Da allora il ruolo di molte ricevitorie è cambiato. La digitalizzazione ha portato una parte dei servizi sul web, ma contemporaneamente gli esercizi presenti nelle città hanno ampliato le proprie funzioni. In numerosi casi la ricevitoria si è integrata con la tabaccheria ed è diventata un punto nel quale effettuare operazioni diverse, trasformandosi da luogo specializzato a piccolo centro di servizi di prossimità.
È proprio questa capacità di evolversi ad aver permesso a molte attività di conservare una funzione nella vita quotidiana anche quando le abitudini dei clienti hanno iniziato a cambiare.
Tabaccherie sempre più simili a punti multiservizio
La trasformazione delle tabaccherie è ancora più evidente. Entrare oggi in una tabaccheria significa spesso poter svolgere operazioni che un tempo avrebbero richiesto diversi spostamenti. Ricariche telefoniche, pagamenti, biglietti, valori bollati e numerosi servizi collegati alle necessità quotidiane convivono nello stesso spazio.
Si tratta di un’evoluzione legata anche alla crescente richiesta di semplicità. Il cittadino è abituato a gestire sempre più attività attraverso lo smartphone e, quando utilizza un servizio fisico, tende a privilegiare luoghi nei quali può risolvere più esigenze contemporaneamente.
La conseguenza è una particolare convivenza tra analogico e digitale. La tecnologia non ha necessariamente eliminato il punto vendita: in alcuni casi ne ha modificato il ruolo. Il negoziante diventa anche un intermediario tra servizi digitalizzati e persone che, per scelta o necessità, continuano a preferire un rapporto diretto.
Bollette, ricariche e biglietti: quando il quartiere diventa uno sportello
Uno dei cambiamenti più interessanti riguarda proprio la distribuzione dei servizi. Operazioni che in passato erano legate quasi esclusivamente a uffici specifici possono oggi essere effettuate attraverso reti di esercizi molto più diffuse sul territorio.
Questo fenomeno ha contribuito a cambiare la percezione dei negozi di prossimità. Una tabaccheria o una ricevitoria non vengono frequentate soltanto per acquistare un prodotto, ma possono diventare luoghi nei quali effettuare un pagamento, comprare un titolo di viaggio o gestire altre piccole necessità.

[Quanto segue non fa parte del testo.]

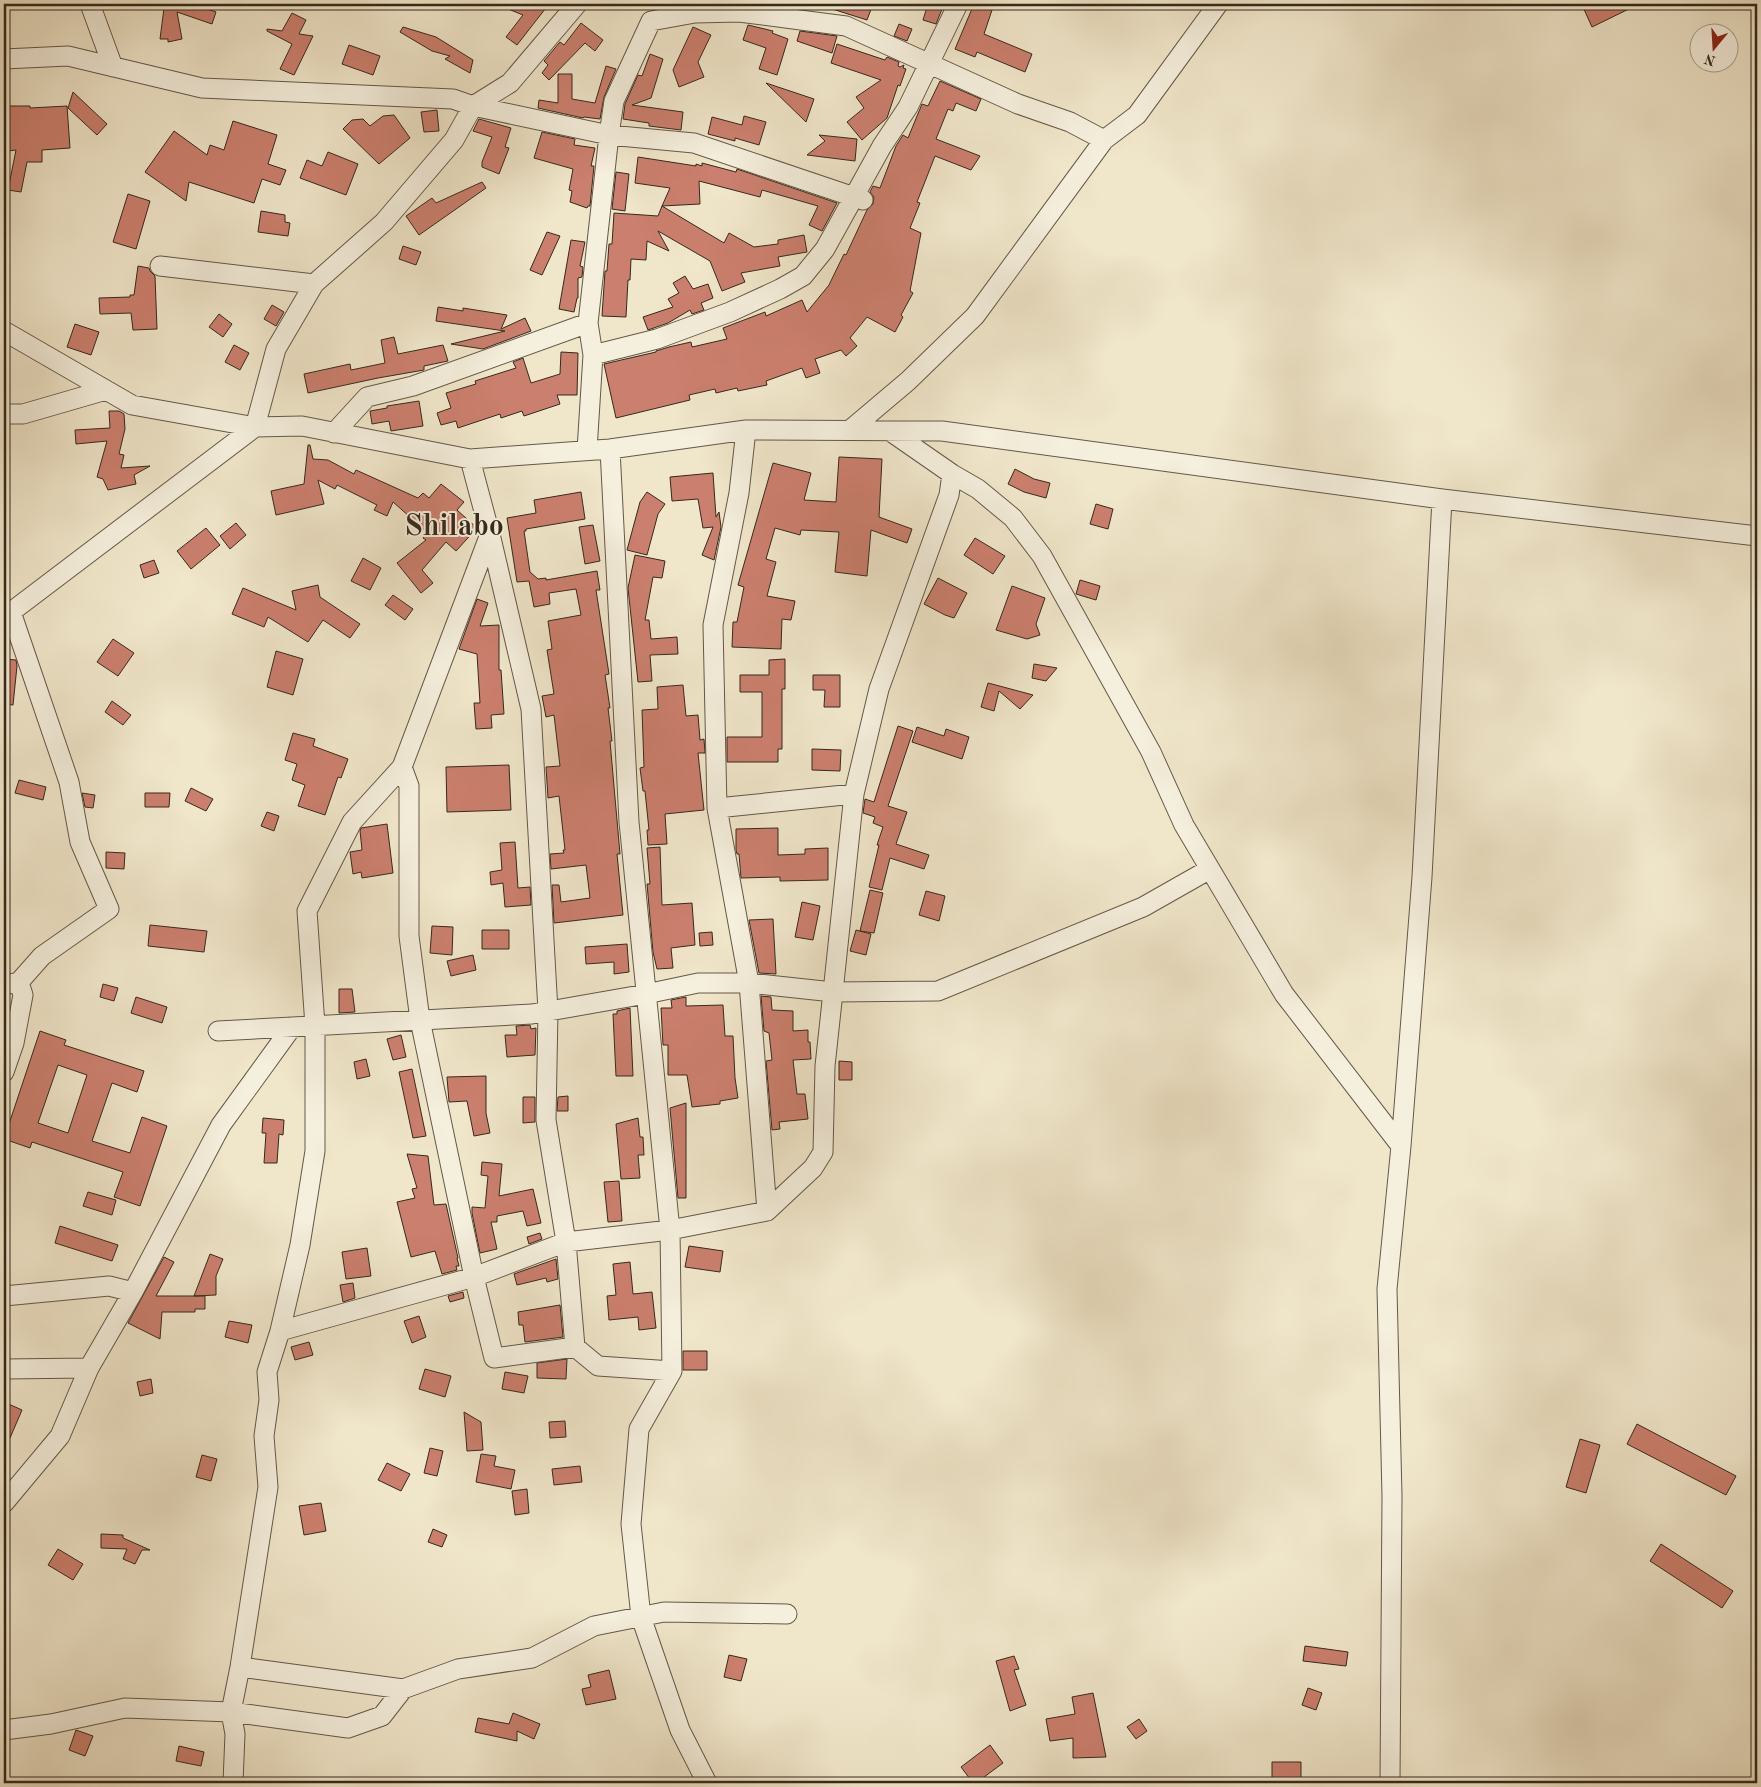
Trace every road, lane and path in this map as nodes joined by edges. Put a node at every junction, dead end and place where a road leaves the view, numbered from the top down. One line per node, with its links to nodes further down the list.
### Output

È una trasformazione meno appariscente rispetto all’arrivo delle grandi piattaforme digitali, ma altrettanto significativa. Mentre una parte della quotidianità si spostava online, alcuni esercizi fisici imparavano a incorporare proprio i servizi prodotti dalla digitalizzazione.
Luoghi diversi, ma ancora centrali nella vita dei quartieri
Edicole, bar, tabaccherie e ricevitorie non hanno seguito tutte la stessa traiettoria. Alcune attività hanno sofferto maggiormente il cambiamento delle abitudini, altre sono riuscite a trasformarsi e altre ancora mantengono una funzione sociale che va oltre quella strettamente commerciale.
Ciò che le accomuna è il rapporto con il territorio. Sono luoghi piccoli, spesso frequentati quotidianamente e capaci di creare una forma di familiarità difficile da riprodurre online. Il gestore che conosce i clienti, il barista che ricorda un’abitudine o l’edicolante che mette da parte una pubblicazione sono dettagli apparentemente marginali, ma raccontano un modello di relazione tipico della vita urbana italiana.
La città contemporanea è più digitale, veloce e organizzata attraverso servizi accessibili a distanza. Eppure proprio questa evoluzione rende interessante osservare ciò che accade nei luoghi di prossimità. Non sono rimasti immobili mentre tutto cambiava intorno a loro: hanno modificato servizi, prodotti e funzioni, continuando a rappresentare, in forme nuove, una parte riconoscibile della quotidianità italiana.